Relégué au second plan par la pandémie du Covid-19, le VIH reste une urgence sanitaire au Maroc. Les jeunes et les femmes, particulièrement exposés, incarnent les défauts d’une prévention encore insuffisante.
Le VIH reste une réalité préoccupante au Maroc. Malgré les progrès scientifiques et les campagnes de sensibilisation, l’épidémie continue de toucher différentes couches de la population. En effet, selon les statistiques de l’Association de lutte contre le sida (ALCS), près de 45 % des nouvelles infections concernaient des jeunes entre 15 et 34 ans en 2023.
Cette tranche d’âge, vraisemblablement plus informée, reste paradoxalement vulnérable. Ces données mettent en évidence une lacune en matière d’éducation sexuelle et d’accès aux services de prévention. Seuls 17 % des jeunes déclarent utiliser systématiquement le préservatif, un taux alarmant qui reflète un manque de sensibilisation et un accès difficile aux moyens de protection, notamment en milieu rural. La normalisation des comportements à risque semble également alimentée par un tabou persistant sur la sexualité.
Urgence sanitaire
En 2023, 970 personnes ont été nouvellement infectées, soit plus de deux par jour. Cette tendance quotidienne n’est pas sans rappeler l’urgence sanitaire, alors que dans la même période 390 décès liés au VIH ont été enregistrés.
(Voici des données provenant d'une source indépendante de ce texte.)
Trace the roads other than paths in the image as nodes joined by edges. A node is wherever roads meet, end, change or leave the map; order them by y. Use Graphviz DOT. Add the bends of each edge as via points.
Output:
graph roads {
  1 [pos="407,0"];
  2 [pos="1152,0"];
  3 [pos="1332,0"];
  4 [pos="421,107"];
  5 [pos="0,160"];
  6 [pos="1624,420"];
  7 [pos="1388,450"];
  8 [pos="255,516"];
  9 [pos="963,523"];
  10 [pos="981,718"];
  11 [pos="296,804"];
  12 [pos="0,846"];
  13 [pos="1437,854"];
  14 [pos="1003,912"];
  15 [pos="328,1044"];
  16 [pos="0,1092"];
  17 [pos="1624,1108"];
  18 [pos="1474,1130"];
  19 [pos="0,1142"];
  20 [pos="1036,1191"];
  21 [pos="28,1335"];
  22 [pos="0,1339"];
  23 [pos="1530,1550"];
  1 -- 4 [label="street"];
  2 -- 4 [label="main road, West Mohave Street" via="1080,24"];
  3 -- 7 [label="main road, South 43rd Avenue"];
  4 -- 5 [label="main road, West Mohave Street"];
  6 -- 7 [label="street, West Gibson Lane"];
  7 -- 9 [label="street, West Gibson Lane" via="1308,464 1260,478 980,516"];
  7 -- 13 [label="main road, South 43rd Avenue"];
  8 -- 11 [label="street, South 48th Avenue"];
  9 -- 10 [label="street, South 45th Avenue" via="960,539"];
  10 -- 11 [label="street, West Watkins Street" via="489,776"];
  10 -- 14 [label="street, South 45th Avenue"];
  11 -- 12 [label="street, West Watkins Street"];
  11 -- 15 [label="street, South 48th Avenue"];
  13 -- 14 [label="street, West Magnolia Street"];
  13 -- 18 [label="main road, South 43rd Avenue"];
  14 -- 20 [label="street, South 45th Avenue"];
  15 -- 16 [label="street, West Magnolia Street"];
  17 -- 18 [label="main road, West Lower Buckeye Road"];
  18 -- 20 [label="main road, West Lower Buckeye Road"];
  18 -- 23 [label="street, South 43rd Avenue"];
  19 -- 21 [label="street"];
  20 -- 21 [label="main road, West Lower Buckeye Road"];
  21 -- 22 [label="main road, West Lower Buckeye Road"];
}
La lutte contre le VIH est d’autant plus complexe que près d’une personne sur quatre vivant avec le virus ignore son statut sérologique.
Ce retard dans les tests alimente la propagation silencieuse du virus, compliquant les efforts de contrôle. Les données de l’ALCS révèlent également une réalité inquiétante : parmi les 23 000 personnes vivant avec le VIH au Maroc, 43 % sont des femmes et 870 ont moins de 15 ans.
Cette féminisation et ce défi de la jeunesse. Ils remettent en question non seulement l’efficacité des politiques publiques, mais aussi leur capacité à s’adresser aux populations les plus vulnérables. Les filles et les enfants, souvent victimes de discrimination, souffrent d’un manque évident de mesures spécifiques. Ces données mettent en évidence la nécessité d’une approche holistique, intégrant prévention, soins médicaux et soutien psychologique. La crise du financement ajoute une pression considérable. Si les 50 000 tests de dépistage réalisés en 2023, dont 720 positifs, témoignent d’un effort continu, ils restent insuffisants face à l’ampleur de l’enjeu.
Le recours aux dons fragilise une réponse qui, bien que soutenue par l’ALCS et ses 23 centres de dépistage anonymes et gratuits, peine à répondre à des besoins croissants. La dixième édition de Sidaction Maroc, organisée sous le Haut Patronage de Sa Majesté le Roi Mohammed VI, vise à combler ces lacunes. Cet événement, qui se déroulera du 1er au 31 décembre, vise à soutenir des programmes de dépistage, de traitement et de sensibilisation.
Dans ce contexte, la soirée télévisée du 13 décembre, qui sera diffusée sur la chaîne de télévision 2M, avec la participation d’experts et de personnalités engagées, s’inscrit dans une dynamique plus large de sensibilisation. En ce sens, nous tenterons de mobiliser l’opinion publique, parfois indifférente à la persistance de cette épidémie. Mais l’efficacité de ces initiatives dépendra également de leur intégration dans une stratégie nationale cohérente, qui reconnaît le VIH comme un problème de santé publique prioritaire. Les défis financiers s’accompagnent de problèmes sociaux tout aussi cruciaux. Si le Maroc dispose d’un tissu associatif dynamique, la pérennité de ces efforts dépend d’une prise de conscience collective.
Lutte contre le sida : l’UNESCO appelle à une relance contre les inégalités
Le message publié par l’UNESCO à l’occasion de la Journée mondiale de lutte contre le sida fixe l’objectif ambitieux d’éradiquer la menace du VIH d’ici 2030. Une vision entravée par des obstacles persistants, comme en témoignent les statistiques officielles qui font état d’une personne infectée toutes les 25 secondes, alors que plus de 9 millions de porteurs du virus n’ont toujours pas accès aux soins médicaux.
L’UNESCO met également en avant les lois et pratiques discriminatoires qui, en stigmatisant les plus vulnérables – femmes, filles et minorités – aggravent l’exclusion et ralentissent l’accès aux soins. L’Organisation des Nations Unies appelle à recentrer la lutte contre le sida sur les droits de l’homme, condition essentielle pour garantir l’égalité d’accès aux services de santé.